Opinión

Una morgue a cielo abierto

Caracas. Colinas de Bello Monte. Medicatura Forense. Yo tenía a la sazón veinte abrileñas primaveras. Trabajaba en la visita médica. ‘Medicatura’ me sonaba a compraventa. Entré. “Hola, muy buenas, quería ver al gerente”. “¿De parte?”. “De parte de nadie, yo vengo motu propio”, y le guiñé un ojo a la recepcionista: estaba de muerte. Sin dilación me consiguió la entrevista con su jefe. Yo le di mis coordenadas telefónicas para poder agradecérselo con calma. Ah tiempos, tiempos… 
 “Dígame joven, qué le trae por estos pagos”, se extrañó el administrador. Se lo aclaré con mi tarjeta de visita, entonces se estilaba: “Soy de Laboratorio Hoeschst, vengo a ofrecerle mis productos”. En la pequeña Venecia (es lo que significa Venezuela), o en Pequín, un vendedor tiene que creer en su muestrario; ganarse -a pulso- la vida, a base de rellenar pedidos, y vender también su alma, si alguien estuviera interesado. El cuerpo ya queda al libre albedrío… “Verá –sonrió el administrador- como no me ofrezca sus condolencias”. Y me aclaró, confundiéndome, que los pacientes de aquella institución no requerían productos farmacéuticos.
Era un buen tipo. Un ‘pana’, que se dice en la tierra del Arauca, de las garzas, de la espuma... Nos caímos bien. Pero no era cierto: le vendí gasa, guantes de látex, algodón, alcohol isopropílico. Entonces yo era capaz de venderle una ordeñadora eléctrica a un pajillero eventual; y de cuota inicial, quedarme con sus gónadas.
Cuando ya me iba, hecho un basilisco, entró un re-mata muertos por la puerta: “¡Es viernes –vociferó- ya llevo seis autopsias, me piro!” “Doctor, no se me altere –lo disuadió el mandamás- otra más y se ‘agarra’ el lunes libre”. (Allí ‘coger’ es follar… ¡Ah las palabras!: los venezolanos dicen ‘mamahuevo’; los españoles tiquismiquis ‘gilipuertas’; y en Cuba, amigo lector que vituperas mis exabruptos, ‘comemierda’ –que era lo que era Fidel Castro- es más benigno aún que ‘soplapollas’.) 

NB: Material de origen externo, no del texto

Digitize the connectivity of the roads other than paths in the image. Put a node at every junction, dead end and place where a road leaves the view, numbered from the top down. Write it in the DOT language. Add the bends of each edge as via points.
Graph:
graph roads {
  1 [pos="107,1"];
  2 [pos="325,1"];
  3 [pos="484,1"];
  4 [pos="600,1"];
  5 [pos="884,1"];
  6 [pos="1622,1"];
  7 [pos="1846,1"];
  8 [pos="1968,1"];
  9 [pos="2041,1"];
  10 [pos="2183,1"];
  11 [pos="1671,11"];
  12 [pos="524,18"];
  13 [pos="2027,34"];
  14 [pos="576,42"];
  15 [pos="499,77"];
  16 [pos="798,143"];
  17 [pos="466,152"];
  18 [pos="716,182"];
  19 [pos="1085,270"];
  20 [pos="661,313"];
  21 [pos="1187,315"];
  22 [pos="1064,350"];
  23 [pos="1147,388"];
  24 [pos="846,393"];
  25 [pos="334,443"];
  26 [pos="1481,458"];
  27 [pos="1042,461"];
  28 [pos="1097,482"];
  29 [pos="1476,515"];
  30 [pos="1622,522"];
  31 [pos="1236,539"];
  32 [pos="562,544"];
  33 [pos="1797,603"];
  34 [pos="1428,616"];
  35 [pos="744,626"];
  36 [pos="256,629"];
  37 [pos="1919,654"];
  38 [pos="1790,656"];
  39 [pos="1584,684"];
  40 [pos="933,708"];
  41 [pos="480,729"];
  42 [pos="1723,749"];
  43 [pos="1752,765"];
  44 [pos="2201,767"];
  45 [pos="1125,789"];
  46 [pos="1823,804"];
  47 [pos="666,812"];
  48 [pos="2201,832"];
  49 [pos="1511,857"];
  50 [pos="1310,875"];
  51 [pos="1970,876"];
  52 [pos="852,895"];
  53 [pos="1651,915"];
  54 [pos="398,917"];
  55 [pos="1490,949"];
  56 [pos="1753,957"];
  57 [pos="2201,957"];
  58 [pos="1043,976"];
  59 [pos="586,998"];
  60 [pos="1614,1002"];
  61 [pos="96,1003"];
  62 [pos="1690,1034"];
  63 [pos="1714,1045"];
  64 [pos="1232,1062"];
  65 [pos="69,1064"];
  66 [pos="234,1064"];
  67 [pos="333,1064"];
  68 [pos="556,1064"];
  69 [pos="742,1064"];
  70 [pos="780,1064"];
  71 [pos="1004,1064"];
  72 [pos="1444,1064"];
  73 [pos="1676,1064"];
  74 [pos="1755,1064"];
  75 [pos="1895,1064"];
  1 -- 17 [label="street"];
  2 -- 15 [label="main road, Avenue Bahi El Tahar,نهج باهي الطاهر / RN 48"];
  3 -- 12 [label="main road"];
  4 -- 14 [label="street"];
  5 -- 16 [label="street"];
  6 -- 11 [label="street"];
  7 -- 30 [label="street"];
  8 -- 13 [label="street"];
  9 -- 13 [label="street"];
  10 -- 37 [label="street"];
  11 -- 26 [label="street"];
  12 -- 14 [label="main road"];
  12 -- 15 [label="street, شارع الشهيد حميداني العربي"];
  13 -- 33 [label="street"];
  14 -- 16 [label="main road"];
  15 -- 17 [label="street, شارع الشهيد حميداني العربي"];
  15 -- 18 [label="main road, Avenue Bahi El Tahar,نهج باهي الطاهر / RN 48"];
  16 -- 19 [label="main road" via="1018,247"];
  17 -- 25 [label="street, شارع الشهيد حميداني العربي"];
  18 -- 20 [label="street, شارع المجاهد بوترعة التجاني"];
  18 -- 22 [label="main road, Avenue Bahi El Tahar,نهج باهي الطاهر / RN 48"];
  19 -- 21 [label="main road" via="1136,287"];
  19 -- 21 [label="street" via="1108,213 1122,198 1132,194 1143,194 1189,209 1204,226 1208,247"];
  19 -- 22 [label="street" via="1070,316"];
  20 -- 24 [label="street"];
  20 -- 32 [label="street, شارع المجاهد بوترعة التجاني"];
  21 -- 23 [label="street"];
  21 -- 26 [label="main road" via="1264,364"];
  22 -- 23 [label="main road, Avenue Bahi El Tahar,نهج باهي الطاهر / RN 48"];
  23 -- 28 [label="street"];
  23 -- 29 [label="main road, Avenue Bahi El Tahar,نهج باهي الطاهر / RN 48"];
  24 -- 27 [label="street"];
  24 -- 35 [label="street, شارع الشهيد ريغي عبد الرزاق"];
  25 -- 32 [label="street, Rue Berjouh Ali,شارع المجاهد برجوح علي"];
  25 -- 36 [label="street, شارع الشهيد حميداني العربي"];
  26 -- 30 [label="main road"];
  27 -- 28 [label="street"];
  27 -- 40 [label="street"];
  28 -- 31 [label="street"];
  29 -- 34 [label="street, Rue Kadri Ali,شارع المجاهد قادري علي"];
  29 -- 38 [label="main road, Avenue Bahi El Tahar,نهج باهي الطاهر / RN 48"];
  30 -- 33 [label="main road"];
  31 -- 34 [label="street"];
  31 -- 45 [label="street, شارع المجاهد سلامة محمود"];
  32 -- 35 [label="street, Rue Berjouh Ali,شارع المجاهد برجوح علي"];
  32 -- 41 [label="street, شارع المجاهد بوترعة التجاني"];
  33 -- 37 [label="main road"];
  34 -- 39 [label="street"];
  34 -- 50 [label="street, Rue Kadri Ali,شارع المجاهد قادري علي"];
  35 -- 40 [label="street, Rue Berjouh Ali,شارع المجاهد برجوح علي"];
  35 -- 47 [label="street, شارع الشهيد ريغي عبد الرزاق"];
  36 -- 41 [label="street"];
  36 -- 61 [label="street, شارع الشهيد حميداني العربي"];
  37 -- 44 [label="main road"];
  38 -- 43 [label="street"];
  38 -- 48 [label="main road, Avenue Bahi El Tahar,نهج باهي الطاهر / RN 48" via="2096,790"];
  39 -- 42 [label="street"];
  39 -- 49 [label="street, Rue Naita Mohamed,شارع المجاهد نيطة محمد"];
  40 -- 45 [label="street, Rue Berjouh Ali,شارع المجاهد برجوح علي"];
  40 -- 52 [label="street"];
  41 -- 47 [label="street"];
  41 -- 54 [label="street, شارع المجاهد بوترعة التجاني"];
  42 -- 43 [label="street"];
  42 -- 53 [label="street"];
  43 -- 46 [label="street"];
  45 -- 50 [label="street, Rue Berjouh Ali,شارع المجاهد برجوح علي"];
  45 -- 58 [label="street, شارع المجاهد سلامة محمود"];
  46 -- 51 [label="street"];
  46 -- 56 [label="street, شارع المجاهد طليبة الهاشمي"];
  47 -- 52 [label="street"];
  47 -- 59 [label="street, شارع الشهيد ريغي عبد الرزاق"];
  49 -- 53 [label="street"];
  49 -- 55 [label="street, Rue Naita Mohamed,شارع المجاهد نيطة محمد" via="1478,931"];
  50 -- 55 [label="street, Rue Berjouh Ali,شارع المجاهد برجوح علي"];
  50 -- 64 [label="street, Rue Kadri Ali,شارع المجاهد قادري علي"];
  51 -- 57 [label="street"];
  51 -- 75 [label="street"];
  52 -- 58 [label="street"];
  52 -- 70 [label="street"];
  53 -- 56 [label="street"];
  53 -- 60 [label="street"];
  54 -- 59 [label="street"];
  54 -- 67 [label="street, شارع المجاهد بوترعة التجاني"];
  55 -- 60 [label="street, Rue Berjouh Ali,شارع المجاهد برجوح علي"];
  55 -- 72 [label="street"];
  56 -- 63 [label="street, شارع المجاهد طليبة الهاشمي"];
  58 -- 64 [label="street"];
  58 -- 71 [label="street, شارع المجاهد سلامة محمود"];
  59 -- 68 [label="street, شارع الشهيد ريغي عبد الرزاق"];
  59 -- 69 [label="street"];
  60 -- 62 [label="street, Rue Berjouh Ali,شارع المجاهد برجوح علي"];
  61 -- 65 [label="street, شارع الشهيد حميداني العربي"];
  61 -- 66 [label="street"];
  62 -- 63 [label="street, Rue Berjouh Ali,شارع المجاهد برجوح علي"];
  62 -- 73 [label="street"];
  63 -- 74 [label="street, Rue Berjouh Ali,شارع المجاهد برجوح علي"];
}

El síndrome de la piedra y de la rueda me abdujo con su imán inescrutable. Nada me horrorizaba más que un fiambre. Pero, a fuer de extremar las precauciones, terminé estampándome contra mí mismo. “Doctor, ¿me permite presenciar la autopsia?”
Me pusieron una bata, una máscara, un gorrito. Me condujeron a la sala de los horrores. Entré lleno de arrepentimiento; condenándome para mis adentros, persignándome para mis afueras.
¡Dios mío, eran decenas! 
Apilados el uno sobre el otro, las mesas de acero inoxidable, hasta el techo de cuerpos macilentos. Las gavetas entreabiertas, asomaban las extremidades de cadáveres. El suelo inundado de piltrafas y coágulos. En el ámbito, hacinado de terror, el hálito de las aves carroñeras. El run-run de los refrigeradores enfriaba aquella sala, amarillenta también por los neones. Y a uno se le helaba el alma, ante las (des)gracias que contaban los bachilleres que, como yo, asistían a la cátedra forense. No tuve cojones a vomitar, la mayoría eran mujeres. 
Violencia desatada. Desprecio por el otro. Connivencia con la muerte. “Este, por robarle el carro”. “Aquel, por resistirse a un atraco en plena calle”. “A aquel ‘musiú’ (un portugués) por enfrentarse a los malandros que asaltaron su negocio”. “A aquella niña la violaron”. “Esta cabeza la trajeron hoy, sajada de un machetazo, el cuerpo todavía lo andan buscando”. “El de más allá por huevón, un plomazo entre los ojos; ya no discutirá más de béisbol”… 
¡Dios mío!
Caracas era una morgue a cielo abierto.
Treinta homicidios diarios. 
El modus operandi del hampa era asesinar. Sin más. Lo sigue siendo.
El miedo es la coreografía que interpretan cada día los caraqueños.
Allí sobreviví diez años.
Y aquí aún decimos que las palabras matan. Manda huevos.